- [Input for this task]
+ + + + +
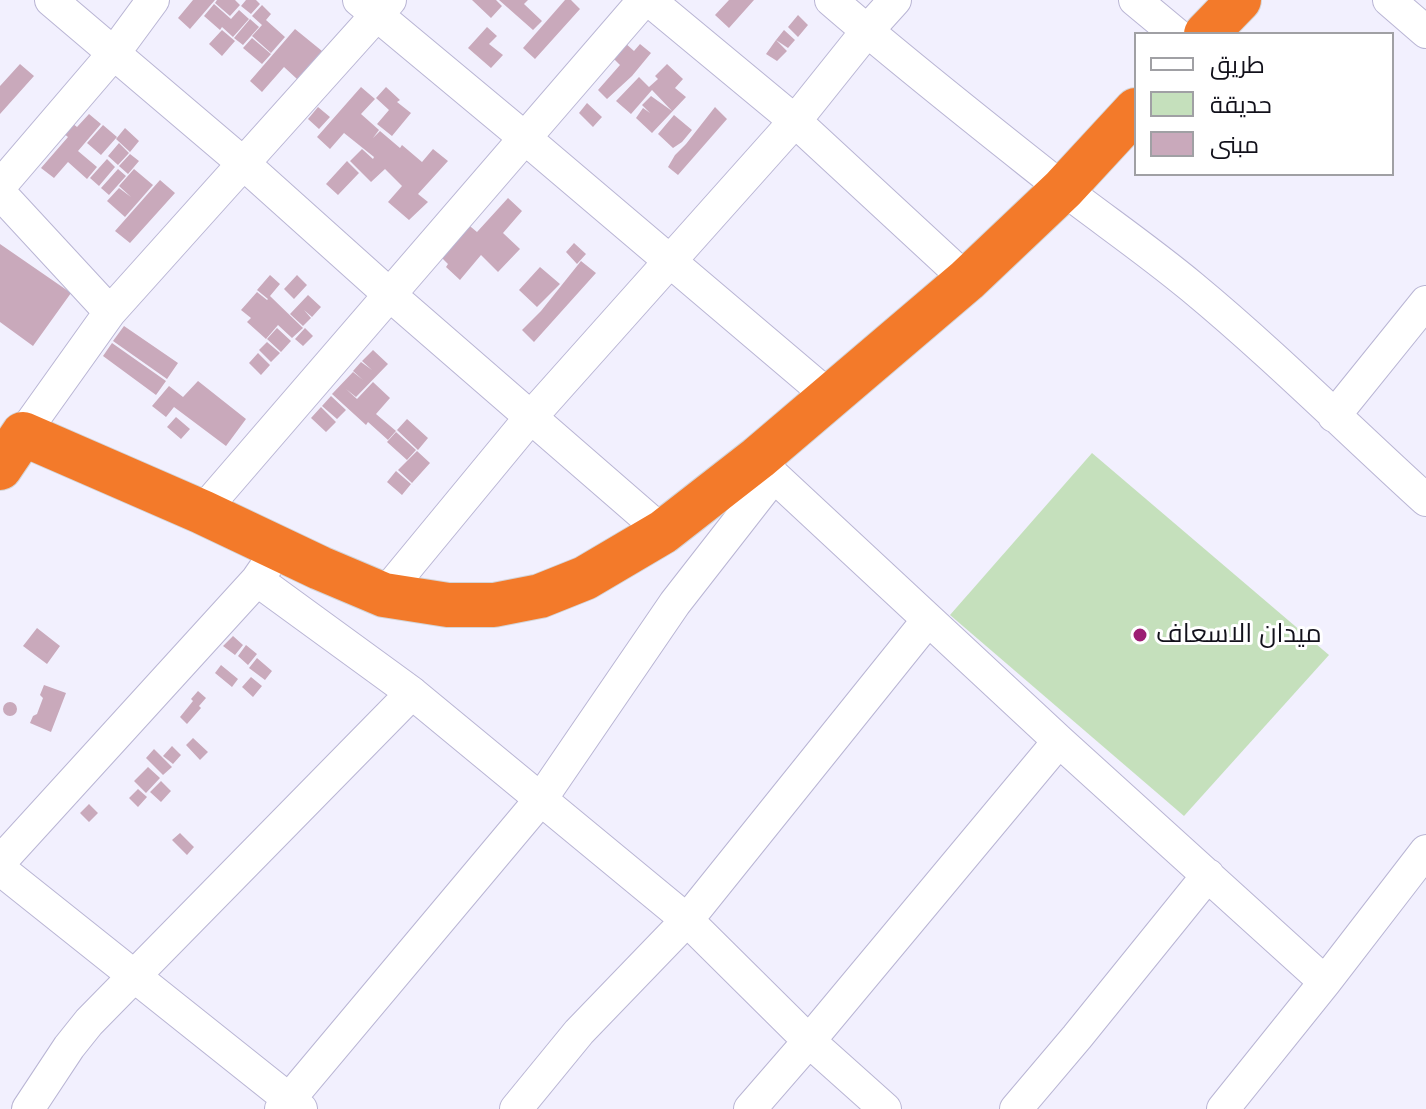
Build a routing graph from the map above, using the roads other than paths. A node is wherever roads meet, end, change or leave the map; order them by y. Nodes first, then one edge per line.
1 (51, 0) edge
2 (153, 0) edge
3 (646, 0) edge
4 (831, 0) edge
5 (895, 0) edge
6 (1135, 0) edge
7 (1239, 0) edge
8 (1389, 0) edge
9 (375, 5) edge
10 (867, 31) junction
11 (1174, 32) edge
12 (1208, 32) edge
13 (1426, 32) edge
14 (114, 53) junction
15 (1134, 112) edge
16 (795, 121) junction
17 (526, 139) junction
18 (244, 164) junction
19 (0, 186) edge
20 (1063, 189) junction
21 (0, 193) edge
22 (669, 261) junction
23 (967, 280) junction
24 (390, 295) junction
25 (1426, 302) edge
26 (110, 312) junction
27 (830, 397) junction
28 (1334, 416) junction
29 (530, 418) junction
30 (12, 451) edge
31 (766, 467) junction
32 (1426, 500) edge
33 (202, 512) junction
34 (663, 532) junction
35 (268, 564) junction
36 (384, 595) junction
37 (928, 620) junction
38 (412, 693) junction
39 (1059, 741) junction
40 (541, 799) junction
41 (0, 862) edge
42 (1423, 863) edge
43 (0, 869) edge
44 (1208, 875) junction
45 (687, 920) junction
46 (135, 976) junction
47 (1325, 982) junction
48 (809, 1041) junction
49 (291, 1106) edge
50 (28, 1109) edge
51 (516, 1109) edge
52 (750, 1109) edge
53 (885, 1109) edge
54 (1016, 1109) edge
55 (1223, 1109) edge

1 - 14 street
2 - 14 street
3 - 16 street
3 - 17 street
4 - 10 street
5 - 10 street
6 - 11 street
7 - 12 highway
8 - 13 street
9 - 17 street
9 - 18 street
10 - 16 street
10 - 20 street
14 - 18 street
14 - 19 street
15 - 20 highway
16 - 22 street
16 - 23 street
17 - 22 street
17 - 24 street
18 - 24 street
18 - 26 street
20 - 23 highway
20 - 28 street
21 - 26 street
22 - 27 street
22 - 29 street
23 - 27 highway
24 - 29 street
24 - 33 street
25 - 28 street
26 - 30 street
27 - 31 highway
28 - 32 street
29 - 34 street
29 - 36 street
30 - 33 highway
31 - 34 highway
31 - 37 street
31 - 40 street
33 - 35 highway
34 - 36 highway
35 - 36 highway
35 - 38 street
35 - 41 street
37 - 39 street
37 - 45 street
38 - 40 street
38 - 46 street
39 - 44 street
39 - 48 street
40 - 45 street
40 - 49 street
42 - 47 street
43 - 46 street
44 - 47 street
44 - 54 street
45 - 48 street
45 - 51 street
46 - 49 street
46 - 50 street
47 - 55 street
48 - 52 street
48 - 53 street

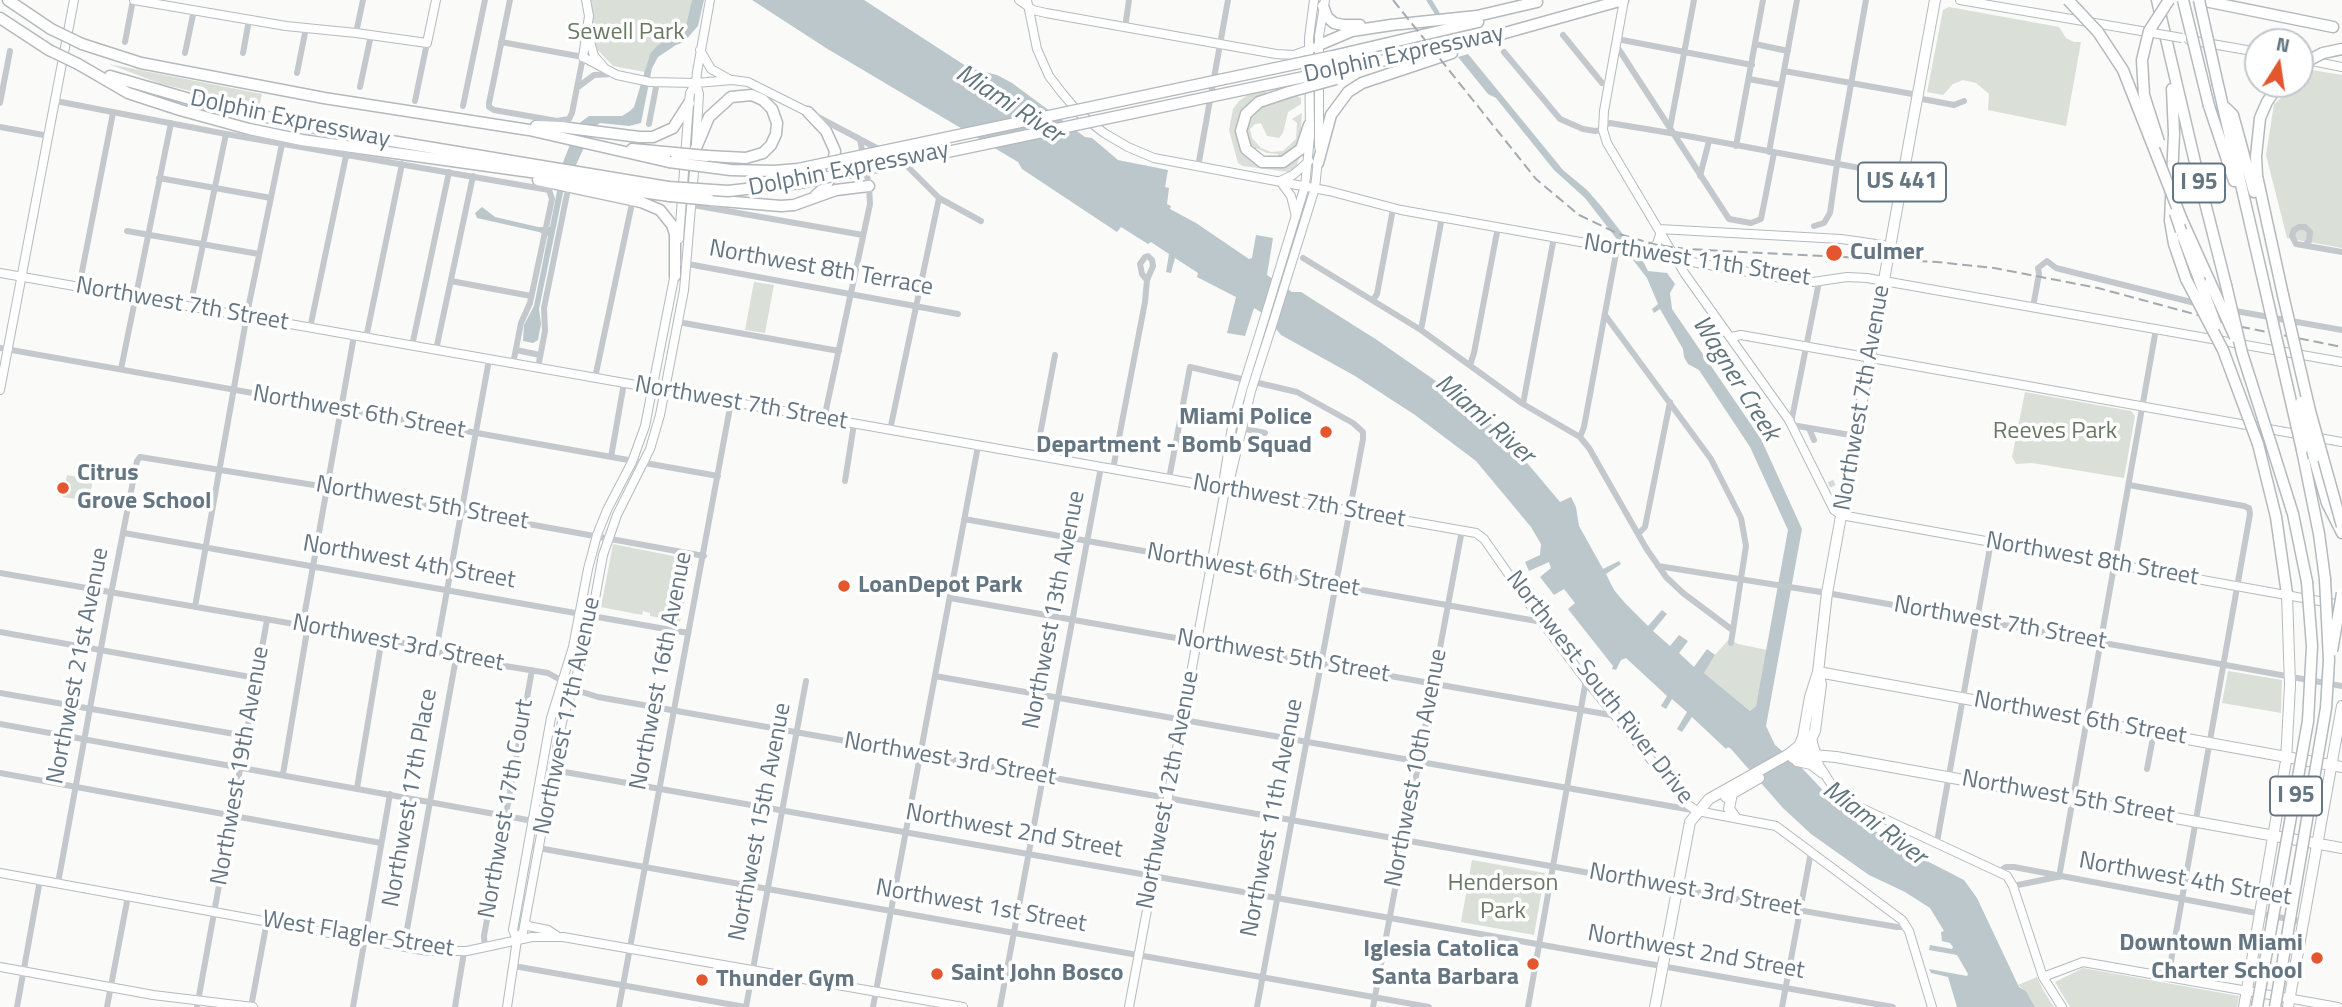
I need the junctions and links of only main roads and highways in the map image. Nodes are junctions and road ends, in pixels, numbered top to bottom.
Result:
1 (8, 0) edge
2 (74, 0) edge
3 (134, 0) edge
4 (436, 0) edge
5 (586, 0) edge
6 (710, 0) edge
7 (1019, 0) edge
8 (1624, 0) edge
9 (1935, 0) edge
10 (1960, 0) edge
11 (2068, 0) edge
12 (2157, 0) edge
13 (2169, 0) edge
14 (2183, 0) edge
15 (2199, 0) edge
16 (2225, 0) edge
17 (1541, 1) edge
18 (1320, 2) edge
19 (1027, 4) edge
20 (1046, 13) junction
21 (0, 19) edge
22 (1391, 25) junction
23 (2337, 28) edge
24 (587, 29) junction
25 (1032, 32) junction
26 (1469, 43) junction
27 (1314, 47) junction
28 (2244, 49) edge
29 (2342, 49) edge
30 (700, 50) junction
31 (593, 53) junction
32 (583, 57) junction
33 (2314, 58) edge
34 (2314, 62) edge
35 (78, 64) junction
36 (2342, 67) edge
37 (605, 68) junction
38 (1337, 74) junction
39 (2175, 79) junction
40 (732, 80) junction
41 (696, 83) junction
42 (2270, 98) edge
43 (689, 103) junction
44 (2223, 104) junction
45 (808, 112) joint
46 (1309, 125) junction
47 (571, 129) junction
48 (696, 148) junction
49 (672, 158) junction
50 (1313, 162) junction
51 (553, 179) junction
52 (1280, 181) junction
53 (575, 183) junction
54 (2167, 184) junction
55 (869, 186) road end
56 (1305, 186) junction
57 (1315, 188) junction
58 (669, 191) junction
59 (2242, 195) junction
60 (808, 201) junction
61 (1296, 218) junction
62 (2182, 226) junction
63 (1660, 230) junction
64 (1678, 231) junction
65 (1293, 245) junction
66 (1671, 246) junction
67 (1890, 246) junction
68 (1642, 253) junction
69 (1677, 258) junction
70 (0, 273) edge
71 (675, 276) junction
72 (21, 277) junction
73 (1884, 281) junction
74 (2279, 295) junction
75 (1731, 337) junction
76 (4, 349) edge
77 (2223, 350) junction
78 (2242, 353) junction
79 (1870, 358) junction
80 (2342, 362) edge
81 (1248, 386) junction
82 (654, 389) junction
83 (0, 390) edge
84 (665, 391) junction
85 (2342, 442) edge
86 (1225, 490) junction
87 (1841, 515) junction
88 (2342, 526) edge
89 (2342, 533) edge
90 (1481, 536) joint
91 (2342, 593) edge
92 (2287, 594) junction
93 (2342, 605) edge
94 (2329, 660) junction
95 (1818, 672) junction
96 (1813, 687) junction
97 (2342, 706) edge
98 (1812, 738) junction
99 (1816, 755) junction
100 (1799, 756) junction
101 (2286, 756) junction
102 (1836, 757) junction
103 (2337, 766) edge
104 (1825, 773) junction
105 (1737, 788) junction
106 (1697, 811) junction
107 (1735, 817) junction
108 (2274, 835) junction
109 (2318, 843) junction
110 (2342, 848) edge
111 (0, 873) edge
112 (525, 922) junction
113 (556, 936) junction
114 (517, 940) junction
115 (0, 968) edge
116 (2043, 976) junction
117 (2247, 992) junction
118 (2289, 1003) edge
119 (197, 1004) edge
120 (252, 1007) edge
121 (507, 1007) edge
122 (963, 1007) edge
123 (1129, 1007) edge
124 (1655, 1007) edge
125 (1932, 1007) edge
126 (2062, 1007) edge
127 (2244, 1007) edge
128 (2257, 1007) edge
129 (2276, 1007) edge
130 (2338, 1007) edge

1 - 47 highway, Dolphin Expressway, bridge
2 - 72 main road
3 - 4 main road
5 - 24 main road
6 - 30 main road, Northwest 17th Avenue
7 - 19 main road
8 - 26 highway, Dolphin Expressway
8 - 63 main road
9 - 67 main road, Northwest 7th Avenue / US 441
10 - 28 main road, bridge
11 - 54 highway, bridge
12 - 39 highway, I 95
13 - 54 highway, bridge
14 - 59 highway, bridge
15 - 23 highway
15 - 44 highway, I 95, bridge
16 - 23 highway
17 - 22 highway
17 - 49 highway, Dolphin Expressway, bridge
18 - 22 highway
18 - 27 main road, Northwest 12th Avenue
19 - 20 main road
19 - 25 main road, Northwest 11th Street
20 - 25 main road
20 - 27 main road
21 - 35 highway, Dolphin Expressway, bridge
22 - 27 highway
24 - 31 main road
24 - 32 main road
25 - 52 main road, Northwest 11th Street
26 - 38 highway, Dolphin Expressway
26 - 50 highway
27 - 46 main road, Northwest 12th Avenue
27 - 50 main road, Northwest 12th Avenue
29 - 33 highway, bridge
30 - 40 main road
30 - 41 main road, Northwest 17th Avenue
31 - 32 main road
31 - 37 main road
32 - 37 main road
34 - 36 main road
35 - 51 highway, Dolphin Expressway
35 - 51 highway
37 - 41 main road
38 - 46 highway, bridge
38 - 58 highway, Dolphin Expressway, bridge
39 - 77 highway, bridge
39 - 78 highway, I 95, bridge
40 - 41 main road
40 - 45 main road
41 - 43 main road, Northwest 17th Avenue
41 - 48 main road, Northwest 17th Avenue
42 - 74 highway
43 - 47 highway
43 - 71 main road, Northwest 17th Avenue
44 - 59 highway, I 95
44 - 74 highway
45 - 60 highway
46 - 50 main road, Northwest 12th Avenue
47 - 49 highway, Dolphin Expressway
48 - 49 highway, bridge
48 - 84 main road, Northwest 17th Avenue
50 - 52 main road
50 - 56 main road, Northwest 12th Avenue
50 - 57 main road, Northwest 12th Avenue
51 - 53 highway
52 - 56 main road, Northwest 11th Street
52 - 61 main road
53 - 58 highway
53 - 71 highway
54 - 62 highway, bridge
55 - 60 highway
56 - 57 main road, Northwest 11th Street
56 - 61 main road, Northwest 12th Avenue
57 - 65 main road, Northwest 12th Avenue
57 - 68 main road, Northwest 11th Street
58 - 60 highway, bridge
59 - 94 highway, I 95, bridge
61 - 65 main road, Northwest 12th Avenue
62 - 77 highway, bridge
62 - 78 highway, bridge
63 - 64 main road
63 - 66 main road
63 - 68 main road
64 - 66 main road
64 - 67 main road
65 - 81 main road, Northwest 12th Avenue, bridge
66 - 69 main road
67 - 73 main road, Northwest 7th Avenue / US 441
68 - 69 main road, Northwest 11th Street
69 - 73 main road, Northwest 11th Street
69 - 75 main road
70 - 72 main road, Northwest 7th Street
71 - 82 main road, Northwest 17th Avenue
72 - 76 main road
72 - 82 main road, Northwest 7th Street
73 - 79 main road, Northwest 7th Avenue / US 441
73 - 80 main road, Northwest 11th Street
74 - 88 highway, bridge
74 - 89 highway, bridge
75 - 79 main road
75 - 87 main road
76 - 83 main road
77 - 92 highway, bridge
78 - 128 highway, I 95, bridge
79 - 85 main road
79 - 87 main road, Northwest 7th Avenue / US 441
81 - 86 main road, Northwest 12th Avenue
81 - 86 main road, Northwest 12th Avenue
82 - 84 main road, Northwest 7th Street
82 - 114 main road, Northwest 17th Avenue
84 - 86 main road, Northwest 7th Street
84 - 112 main road, Northwest 17th Avenue
86 - 90 main road, Northwest 7th Street
86 - 123 main road, Northwest 12th Avenue
87 - 92 main road, Northwest 8th Street
87 - 95 main road, Northwest 7th Avenue / US 441
90 - 106 main road, Northwest South River Drive
91 - 94 highway, bridge
92 - 93 main road, Northwest 8th Street
92 - 101 main road
94 - 129 highway, I 95, bridge
95 - 96 main road, Northwest 7th Avenue / US 441
95 - 98 main road, Northwest 7th Avenue / US 441
95 - 101 main road, Northwest 6th Street
96 - 98 main road
96 - 100 main road, Northwest 7th Avenue / US 441
97 - 103 main road
98 - 99 main road
98 - 100 main road, Northwest 7th Avenue / US 441
98 - 102 main road
99 - 100 main road, Northwest 5th Street
99 - 102 main road, Northwest 5th Street
99 - 104 main road
100 - 104 main road
100 - 105 main road, Northwest 7th Avenue / US 441
100 - 105 main road, Northwest 7th Avenue / US 441
101 - 103 main road, Northwest 6th Street
101 - 108 main road
102 - 104 main road
102 - 108 main road, Northwest 5th Street
103 - 109 main road
104 - 116 main road
105 - 106 main road, Northwest 7th Avenue / US 441
105 - 107 main road
106 - 107 main road, Northwest South River Drive
106 - 124 main road
107 - 125 main road, Northwest South River Drive
108 - 109 main road, Northwest 5th Street
108 - 117 main road
109 - 110 main road, Northwest 5th Street
109 - 118 main road
111 - 114 main road, West Flagler Street
112 - 113 main road
112 - 114 main road, Northwest 17th Avenue
113 - 114 main road, West Flagler Street
113 - 122 main road, West Flagler Street
114 - 121 main road
115 - 119 main road
116 - 117 main road
116 - 126 main road
117 - 118 main road
117 - 127 main road
118 - 130 main road
119 - 120 main road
+ + + + +
- [How to complete this task] Bring together all lines in the records where the word "River" is found.

- [Written answer]
90 - 106 main road, Northwest South River Drive
106 - 107 main road, Northwest South River Drive
107 - 125 main road, Northwest South River Drive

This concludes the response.